- **Input material**:
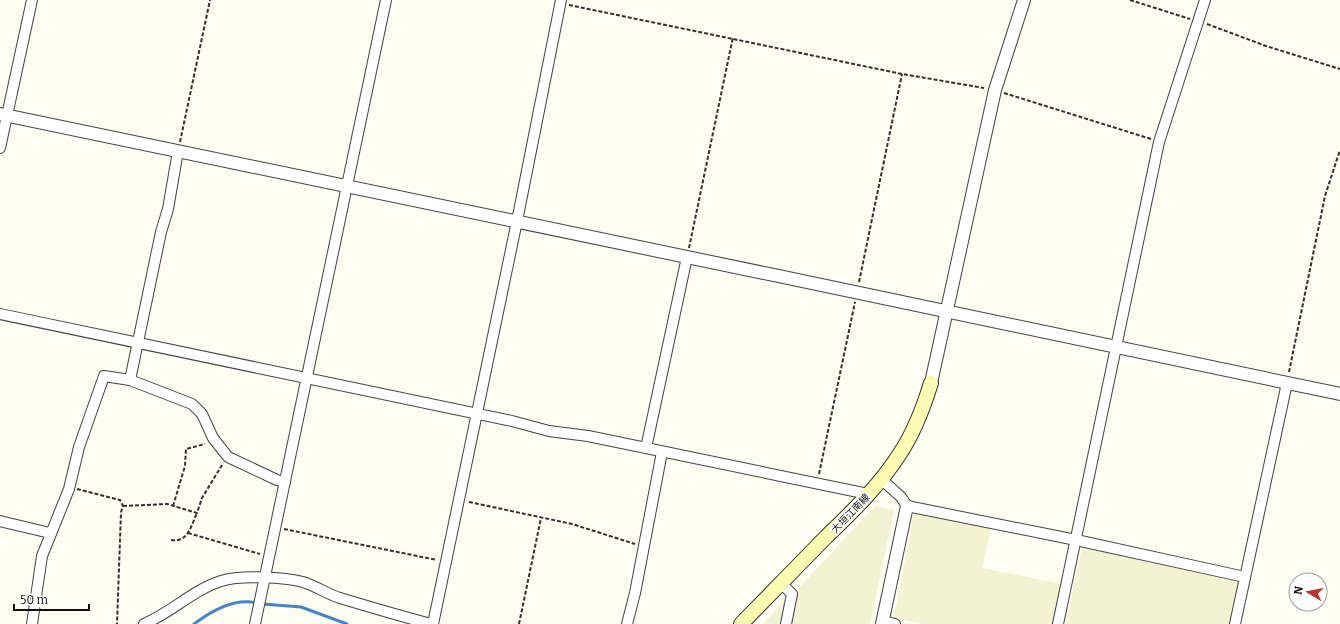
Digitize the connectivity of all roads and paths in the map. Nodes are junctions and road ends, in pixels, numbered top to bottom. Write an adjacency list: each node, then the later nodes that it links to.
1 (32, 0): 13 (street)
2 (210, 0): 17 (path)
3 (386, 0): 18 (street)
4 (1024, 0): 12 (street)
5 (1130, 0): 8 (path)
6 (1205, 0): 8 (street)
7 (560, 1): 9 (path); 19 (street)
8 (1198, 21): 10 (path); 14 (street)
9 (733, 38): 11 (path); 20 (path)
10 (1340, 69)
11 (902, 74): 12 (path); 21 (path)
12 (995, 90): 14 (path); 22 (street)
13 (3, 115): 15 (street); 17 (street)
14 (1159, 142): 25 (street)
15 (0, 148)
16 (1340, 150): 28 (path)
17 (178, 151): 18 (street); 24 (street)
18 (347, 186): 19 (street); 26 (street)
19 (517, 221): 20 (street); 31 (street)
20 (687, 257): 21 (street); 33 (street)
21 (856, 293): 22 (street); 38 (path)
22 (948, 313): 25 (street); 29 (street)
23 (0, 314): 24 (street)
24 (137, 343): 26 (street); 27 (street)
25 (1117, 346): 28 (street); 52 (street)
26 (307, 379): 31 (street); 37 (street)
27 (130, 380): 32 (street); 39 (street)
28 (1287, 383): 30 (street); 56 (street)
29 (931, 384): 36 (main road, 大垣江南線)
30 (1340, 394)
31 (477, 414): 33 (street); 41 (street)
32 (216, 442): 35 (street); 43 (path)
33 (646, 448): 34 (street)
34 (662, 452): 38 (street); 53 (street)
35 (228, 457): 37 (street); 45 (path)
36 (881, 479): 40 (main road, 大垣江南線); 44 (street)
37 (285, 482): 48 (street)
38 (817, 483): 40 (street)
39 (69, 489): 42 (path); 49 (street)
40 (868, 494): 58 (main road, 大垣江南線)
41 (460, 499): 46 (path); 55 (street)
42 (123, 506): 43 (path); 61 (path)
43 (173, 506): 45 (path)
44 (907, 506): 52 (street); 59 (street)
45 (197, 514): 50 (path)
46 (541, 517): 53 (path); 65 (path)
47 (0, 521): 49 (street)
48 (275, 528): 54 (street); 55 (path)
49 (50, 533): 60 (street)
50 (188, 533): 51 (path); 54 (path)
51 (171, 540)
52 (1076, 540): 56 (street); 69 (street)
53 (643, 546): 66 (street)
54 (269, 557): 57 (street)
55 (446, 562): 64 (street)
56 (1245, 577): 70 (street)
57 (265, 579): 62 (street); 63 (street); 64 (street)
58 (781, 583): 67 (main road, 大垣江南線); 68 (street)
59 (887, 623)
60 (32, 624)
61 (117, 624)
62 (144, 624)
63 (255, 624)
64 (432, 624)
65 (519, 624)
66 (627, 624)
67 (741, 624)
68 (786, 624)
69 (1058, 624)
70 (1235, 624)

- **Task prompt**: Each line above should be written out again exactly, and no picture should appear in the copy.

- **Response below**:
Digitize the connectivity of all roads and paths in the map. Nodes are junctions and road ends, in pixels, numbered top to bottom. Write an adjacency list: each node, then the later nodes that it links to.
1 (32, 0): 13 (street)
2 (210, 0): 17 (path)
3 (386, 0): 18 (street)
4 (1024, 0): 12 (street)
5 (1130, 0): 8 (path)
6 (1205, 0): 8 (street)
7 (560, 1): 9 (path); 19 (street)
8 (1198, 21): 10 (path); 14 (street)
9 (733, 38): 11 (path); 20 (path)
10 (1340, 69)
11 (902, 74): 12 (path); 21 (path)
12 (995, 90): 14 (path); 22 (street)
13 (3, 115): 15 (street); 17 (street)
14 (1159, 142): 25 (street)
15 (0, 148)
16 (1340, 150): 28 (path)
17 (178, 151): 18 (street); 24 (street)
18 (347, 186): 19 (street); 26 (street)
19 (517, 221): 20 (street); 31 (street)
20 (687, 257): 21 (street); 33 (street)
21 (856, 293): 22 (street); 38 (path)
22 (948, 313): 25 (street); 29 (street)
23 (0, 314): 24 (street)
24 (137, 343): 26 (street); 27 (street)
25 (1117, 346): 28 (street); 52 (street)
26 (307, 379): 31 (street); 37 (street)
27 (130, 380): 32 (street); 39 (street)
28 (1287, 383): 30 (street); 56 (street)
29 (931, 384): 36 (main road, 大垣江南線)
30 (1340, 394)
31 (477, 414): 33 (street); 41 (street)
32 (216, 442): 35 (street); 43 (path)
33 (646, 448): 34 (street)
34 (662, 452): 38 (street); 53 (street)
35 (228, 457): 37 (street); 45 (path)
36 (881, 479): 40 (main road, 大垣江南線); 44 (street)
37 (285, 482): 48 (street)
38 (817, 483): 40 (street)
39 (69, 489): 42 (path); 49 (street)
40 (868, 494): 58 (main road, 大垣江南線)
41 (460, 499): 46 (path); 55 (street)
42 (123, 506): 43 (path); 61 (path)
43 (173, 506): 45 (path)
44 (907, 506): 52 (street); 59 (street)
45 (197, 514): 50 (path)
46 (541, 517): 53 (path); 65 (path)
47 (0, 521): 49 (street)
48 (275, 528): 54 (street); 55 (path)
49 (50, 533): 60 (street)
50 (188, 533): 51 (path); 54 (path)
51 (171, 540)
52 (1076, 540): 56 (street); 69 (street)
53 (643, 546): 66 (street)
54 (269, 557): 57 (street)
55 (446, 562): 64 (street)
56 (1245, 577): 70 (street)
57 (265, 579): 62 (street); 63 (street); 64 (street)
58 (781, 583): 67 (main road, 大垣江南線); 68 (street)
59 (887, 623)
60 (32, 624)
61 (117, 624)
62 (144, 624)
63 (255, 624)
64 (432, 624)
65 (519, 624)
66 (627, 624)
67 (741, 624)
68 (786, 624)
69 (1058, 624)
70 (1235, 624)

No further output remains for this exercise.